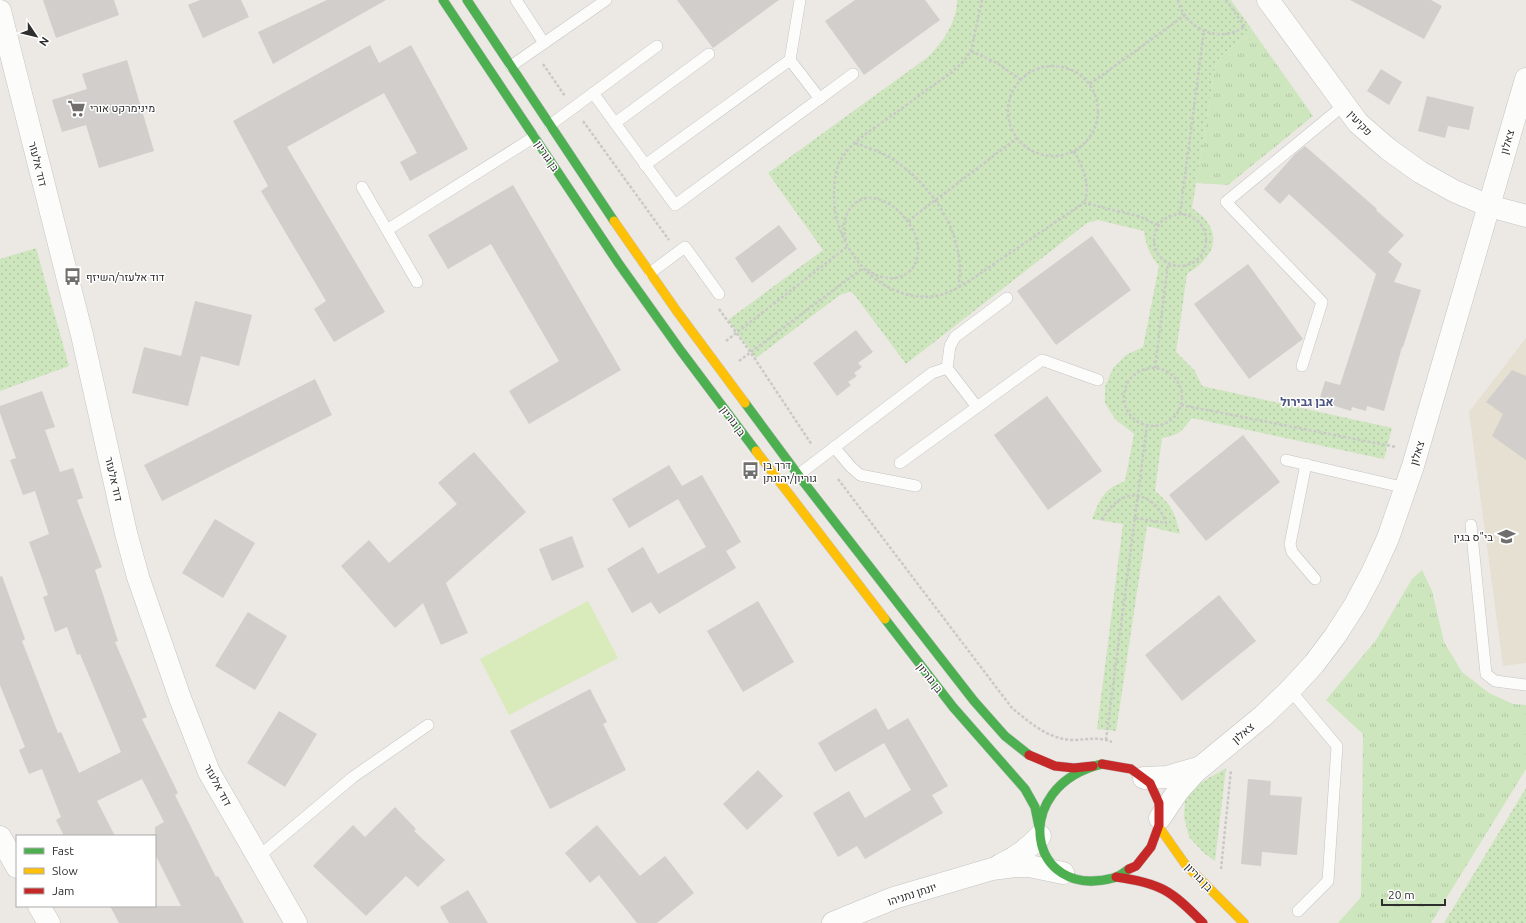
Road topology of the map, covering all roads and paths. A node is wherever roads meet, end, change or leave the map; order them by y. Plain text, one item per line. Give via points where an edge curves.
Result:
1 (443, 0) edge
2 (467, 0) edge
3 (516, 0) edge
4 (606, 0) edge
5 (800, 0) edge
6 (982, 0) edge
7 (1178, 0) edge
8 (1226, 0) edge
9 (1268, 0) edge
10 (0, 11) edge
11 (1185, 15) junction
12 (1204, 31) junction
13 (544, 43) junction
14 (657, 46) dead end
15 (534, 50) junction
16 (971, 51) junction
17 (709, 54) dead end
18 (790, 60) junction
19 (511, 66) junction
20 (853, 74) dead end
21 (1526, 79) edge
22 (1021, 80) junction
23 (1090, 84) junction
24 (593, 93) junction
25 (820, 99) junction
26 (1344, 105) junction
27 (573, 107) junction
28 (614, 123) junction
29 (550, 125) junction
30 (534, 137) junction
31 (1017, 138) junction
32 (855, 143) junction
33 (1074, 151) junction
34 (645, 165) junction
35 (362, 187) dead end
36 (935, 200) junction
37 (1084, 203) junction
38 (1488, 206) junction
39 (1180, 214) junction
40 (1526, 216) edge
41 (908, 221) junction
42 (1158, 225) junction
43 (387, 230) junction
44 (849, 247) junction
45 (678, 252) junction
46 (860, 263) junction
47 (1168, 264) junction
48 (863, 268) junction
49 (650, 272) junction
50 (417, 282) dead end
51 (959, 287) junction
52 (719, 294) dead end
53 (1007, 298) dead end
54 (718, 308) dead end
55 (737, 333) junction
56 (751, 353) junction
57 (708, 354) junction
58 (1302, 366) dead end
59 (947, 368) junction
60 (1155, 368) junction
61 (722, 374) junction
62 (1098, 380) dead end
63 (1181, 405) junction
64 (977, 407) junction
65 (1147, 425) junction
66 (834, 447) junction
67 (1417, 452) junction
68 (821, 458) junction
69 (1286, 460) dead end
70 (900, 462) dead end
71 (1306, 464) junction
72 (798, 475) junction
73 (916, 486) dead end
74 (1406, 488) junction
75 (1138, 496) junction
76 (1135, 518) junction
77 (1102, 520) dead end
78 (1471, 524) dead end
79 (1315, 579) dead end
80 (1526, 685) edge
81 (1290, 690) junction
82 (428, 725) dead end
83 (1106, 740) junction
84 (1234, 741) junction
85 (1118, 745) dead end
86 (1098, 765) junction
87 (1201, 766) junction
88 (1144, 778) junction
89 (1160, 822) junction
90 (1040, 832) junction
91 (0, 837) edge
92 (258, 857) junction
93 (16, 865) edge
94 (992, 869) junction
95 (1063, 873) junction
96 (1116, 877) junction
97 (1218, 897) junction
98 (40, 907) edge
99 (1298, 912) dead end
100 (49, 923) edge
101 (296, 923) edge
102 (833, 923) edge
103 (1203, 923) edge
104 (1244, 923) edge

1 - 30 street, בן גוריון
2 - 19 street, בן גוריון
3 - 13 lane
4 - 13 lane
5 - 18 lane
6 - 16 path
7 - 11 path
8 - 12 path via 1245,27 1231,33 1216,34
9 - 26 street, פקיעין
10 - 92 street, דוד אלעזר via 82,335 138,576 180,698 209,772
11 - 12 path
11 - 23 path
12 - 39 path
13 - 15 lane
14 - 24 lane
15 - 19 lane
15 - 27 path
16 - 22 path via 997,63
16 - 32 path via 951,73
17 - 28 lane
18 - 25 lane
18 - 34 lane
19 - 29 street, בן גוריון
20 - 25 lane
21 - 38 street, צאלון
22 - 23 path via 1039,69 1053,66 1073,71
22 - 31 path via 1013,92 1009,106 1009,119
23 - 33 path via 1099,110 1096,124 1086,143
24 - 27 lane
24 - 28 lane
25 - 34 lane via 675,205
26 - 38 street, פקיעין via 1358,123 1403,161 1436,182
26 - 58 lane via 1226,202 1322,302
27 - 29 lane
27 - 45 path
28 - 34 lane
29 - 49 street, בן גוריון
30 - 43 lane
30 - 90 street, בן גוריון via 623,270 744,436 953,707 1025,789 1035,807
31 - 33 path via 1027,149 1040,155 1061,156
31 - 36 path
32 - 36 path via 872,149 905,168
32 - 44 path via 840,161 834,184 834,208 840,232
33 - 37 path via 1085,178
35 - 43 lane
36 - 41 path
36 - 51 path via 952,231 958,249
37 - 42 path via 1138,216
37 - 51 path
38 - 40 street, פקיעין
38 - 67 street, צאלון
39 - 42 path via 1168,217
39 - 47 path via 1192,216 1201,225 1206,236 1205,248 1202,256 1192,264 1180,267
41 - 44 path via 886,202 874,199 854,204 844,223
41 - 46 path via 914,231 918,249 914,265 908,273 888,278 870,272
42 - 47 path via 1154,233 1154,245 1159,256
43 - 50 lane
44 - 46 path
44 - 55 path
45 - 49 lane
45 - 52 lane via 685,247
46 - 48 path
47 - 60 path
48 - 51 path via 889,288 912,296 936,296
48 - 56 path
49 - 57 street, בן גוריון
53 - 59 lane via 955,337 950,346
54 - 55 path
55 - 56 path
55 - 57 path
56 - 61 path
56 - 68 path
57 - 61 street, בן גוריון
59 - 64 lane
59 - 66 lane via 932,373
60 - 63 path via 1166,370 1176,379 1182,392
60 - 65 path via 1136,373 1127,384 1124,393 1127,411 1136,421
61 - 72 street, בן גוריון
62 - 64 lane via 1042,360
63 - 65 path via 1177,414 1167,423 1158,426
63 - 67 path
64 - 70 lane
65 - 75 path
66 - 68 lane
66 - 73 lane via 860,475
67 - 74 street, צאלון
68 - 72 lane
68 - 83 path via 1012,708 1050,735 1071,740
69 - 71 lane
71 - 74 lane
71 - 79 lane via 1290,544 1292,552
72 - 86 street, בן גוריון via 969,695 1005,736 1027,754 1055,766 1074,768
74 - 81 street, צאלון via 1388,538 1355,605 1336,636
75 - 76 path
75 - 76 path via 1153,502 1164,514 1166,523
75 - 77 path via 1121,499 1110,508
76 - 83 path
78 - 80 lane via 1486,674 1495,681
81 - 84 street, צאלון
81 - 99 lane via 1337,746 1328,881
82 - 92 lane via 353,776
83 - 85 path
83 - 86 path
84 - 87 street, צאלון
84 - 97 path
86 - 88 street via 1129,768
86 - 90 street via 1066,778 1056,789 1047,801 1041,818
87 - 88 street, צאלון via 1167,777
87 - 89 street, צאלון via 1183,786
88 - 89 street via 1155,792 1160,809
89 - 96 street via 1153,844 1141,860
89 - 97 street, בן גוריון via 1186,864
90 - 94 street, יונתן נתניהו via 1029,848 1016,858
90 - 95 street via 1047,857
91 - 93 street
92 - 101 street, דוד אלעזר
94 - 95 street, יונתן נתניהו via 1029,866
94 - 102 street, יונתן נתניהו via 894,898
95 - 96 street via 1088,881
96 - 103 street via 1148,882 1162,888 1180,899
97 - 104 street, בן גוריון
98 - 100 street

» Your objective: Type the material out again exactly. Skip the pictures.

» Solution to the problem:
Road topology of the map, covering all roads and paths. A node is wherever roads meet, end, change or leave the map; order them by y. Plain text, one item per line. Give via points where an edge curves.
Result:
1 (443, 0) edge
2 (467, 0) edge
3 (516, 0) edge
4 (606, 0) edge
5 (800, 0) edge
6 (982, 0) edge
7 (1178, 0) edge
8 (1226, 0) edge
9 (1268, 0) edge
10 (0, 11) edge
11 (1185, 15) junction
12 (1204, 31) junction
13 (544, 43) junction
14 (657, 46) dead end
15 (534, 50) junction
16 (971, 51) junction
17 (709, 54) dead end
18 (790, 60) junction
19 (511, 66) junction
20 (853, 74) dead end
21 (1526, 79) edge
22 (1021, 80) junction
23 (1090, 84) junction
24 (593, 93) junction
25 (820, 99) junction
26 (1344, 105) junction
27 (573, 107) junction
28 (614, 123) junction
29 (550, 125) junction
30 (534, 137) junction
31 (1017, 138) junction
32 (855, 143) junction
33 (1074, 151) junction
34 (645, 165) junction
35 (362, 187) dead end
36 (935, 200) junction
37 (1084, 203) junction
38 (1488, 206) junction
39 (1180, 214) junction
40 (1526, 216) edge
41 (908, 221) junction
42 (1158, 225) junction
43 (387, 230) junction
44 (849, 247) junction
45 (678, 252) junction
46 (860, 263) junction
47 (1168, 264) junction
48 (863, 268) junction
49 (650, 272) junction
50 (417, 282) dead end
51 (959, 287) junction
52 (719, 294) dead end
53 (1007, 298) dead end
54 (718, 308) dead end
55 (737, 333) junction
56 (751, 353) junction
57 (708, 354) junction
58 (1302, 366) dead end
59 (947, 368) junction
60 (1155, 368) junction
61 (722, 374) junction
62 (1098, 380) dead end
63 (1181, 405) junction
64 (977, 407) junction
65 (1147, 425) junction
66 (834, 447) junction
67 (1417, 452) junction
68 (821, 458) junction
69 (1286, 460) dead end
70 (900, 462) dead end
71 (1306, 464) junction
72 (798, 475) junction
73 (916, 486) dead end
74 (1406, 488) junction
75 (1138, 496) junction
76 (1135, 518) junction
77 (1102, 520) dead end
78 (1471, 524) dead end
79 (1315, 579) dead end
80 (1526, 685) edge
81 (1290, 690) junction
82 (428, 725) dead end
83 (1106, 740) junction
84 (1234, 741) junction
85 (1118, 745) dead end
86 (1098, 765) junction
87 (1201, 766) junction
88 (1144, 778) junction
89 (1160, 822) junction
90 (1040, 832) junction
91 (0, 837) edge
92 (258, 857) junction
93 (16, 865) edge
94 (992, 869) junction
95 (1063, 873) junction
96 (1116, 877) junction
97 (1218, 897) junction
98 (40, 907) edge
99 (1298, 912) dead end
100 (49, 923) edge
101 (296, 923) edge
102 (833, 923) edge
103 (1203, 923) edge
104 (1244, 923) edge

1 - 30 street, בן גוריון
2 - 19 street, בן גוריון
3 - 13 lane
4 - 13 lane
5 - 18 lane
6 - 16 path
7 - 11 path
8 - 12 path via 1245,27 1231,33 1216,34
9 - 26 street, פקיעין
10 - 92 street, דוד אלעזר via 82,335 138,576 180,698 209,772
11 - 12 path
11 - 23 path
12 - 39 path
13 - 15 lane
14 - 24 lane
15 - 19 lane
15 - 27 path
16 - 22 path via 997,63
16 - 32 path via 951,73
17 - 28 lane
18 - 25 lane
18 - 34 lane
19 - 29 street, בן גוריון
20 - 25 lane
21 - 38 street, צאלון
22 - 23 path via 1039,69 1053,66 1073,71
22 - 31 path via 1013,92 1009,106 1009,119
23 - 33 path via 1099,110 1096,124 1086,143
24 - 27 lane
24 - 28 lane
25 - 34 lane via 675,205
26 - 38 street, פקיעין via 1358,123 1403,161 1436,182
26 - 58 lane via 1226,202 1322,302
27 - 29 lane
27 - 45 path
28 - 34 lane
29 - 49 street, בן גוריון
30 - 43 lane
30 - 90 street, בן גוריון via 623,270 744,436 953,707 1025,789 1035,807
31 - 33 path via 1027,149 1040,155 1061,156
31 - 36 path
32 - 36 path via 872,149 905,168
32 - 44 path via 840,161 834,184 834,208 840,232
33 - 37 path via 1085,178
35 - 43 lane
36 - 41 path
36 - 51 path via 952,231 958,249
37 - 42 path via 1138,216
37 - 51 path
38 - 40 street, פקיעין
38 - 67 street, צאלון
39 - 42 path via 1168,217
39 - 47 path via 1192,216 1201,225 1206,236 1205,248 1202,256 1192,264 1180,267
41 - 44 path via 886,202 874,199 854,204 844,223
41 - 46 path via 914,231 918,249 914,265 908,273 888,278 870,272
42 - 47 path via 1154,233 1154,245 1159,256
43 - 50 lane
44 - 46 path
44 - 55 path
45 - 49 lane
45 - 52 lane via 685,247
46 - 48 path
47 - 60 path
48 - 51 path via 889,288 912,296 936,296
48 - 56 path
49 - 57 street, בן גוריון
53 - 59 lane via 955,337 950,346
54 - 55 path
55 - 56 path
55 - 57 path
56 - 61 path
56 - 68 path
57 - 61 street, בן גוריון
59 - 64 lane
59 - 66 lane via 932,373
60 - 63 path via 1166,370 1176,379 1182,392
60 - 65 path via 1136,373 1127,384 1124,393 1127,411 1136,421
61 - 72 street, בן גוריון
62 - 64 lane via 1042,360
63 - 65 path via 1177,414 1167,423 1158,426
63 - 67 path
64 - 70 lane
65 - 75 path
66 - 68 lane
66 - 73 lane via 860,475
67 - 74 street, צאלון
68 - 72 lane
68 - 83 path via 1012,708 1050,735 1071,740
69 - 71 lane
71 - 74 lane
71 - 79 lane via 1290,544 1292,552
72 - 86 street, בן גוריון via 969,695 1005,736 1027,754 1055,766 1074,768
74 - 81 street, צאלון via 1388,538 1355,605 1336,636
75 - 76 path
75 - 76 path via 1153,502 1164,514 1166,523
75 - 77 path via 1121,499 1110,508
76 - 83 path
78 - 80 lane via 1486,674 1495,681
81 - 84 street, צאלון
81 - 99 lane via 1337,746 1328,881
82 - 92 lane via 353,776
83 - 85 path
83 - 86 path
84 - 87 street, צאלון
84 - 97 path
86 - 88 street via 1129,768
86 - 90 street via 1066,778 1056,789 1047,801 1041,818
87 - 88 street, צאלון via 1167,777
87 - 89 street, צאלון via 1183,786
88 - 89 street via 1155,792 1160,809
89 - 96 street via 1153,844 1141,860
89 - 97 street, בן גוריון via 1186,864
90 - 94 street, יונתן נתניהו via 1029,848 1016,858
90 - 95 street via 1047,857
91 - 93 street
92 - 101 street, דוד אלעזר
94 - 95 street, יונתן נתניהו via 1029,866
94 - 102 street, יונתן נתניהו via 894,898
95 - 96 street via 1088,881
96 - 103 street via 1148,882 1162,888 1180,899
97 - 104 street, בן גוריון
98 - 100 street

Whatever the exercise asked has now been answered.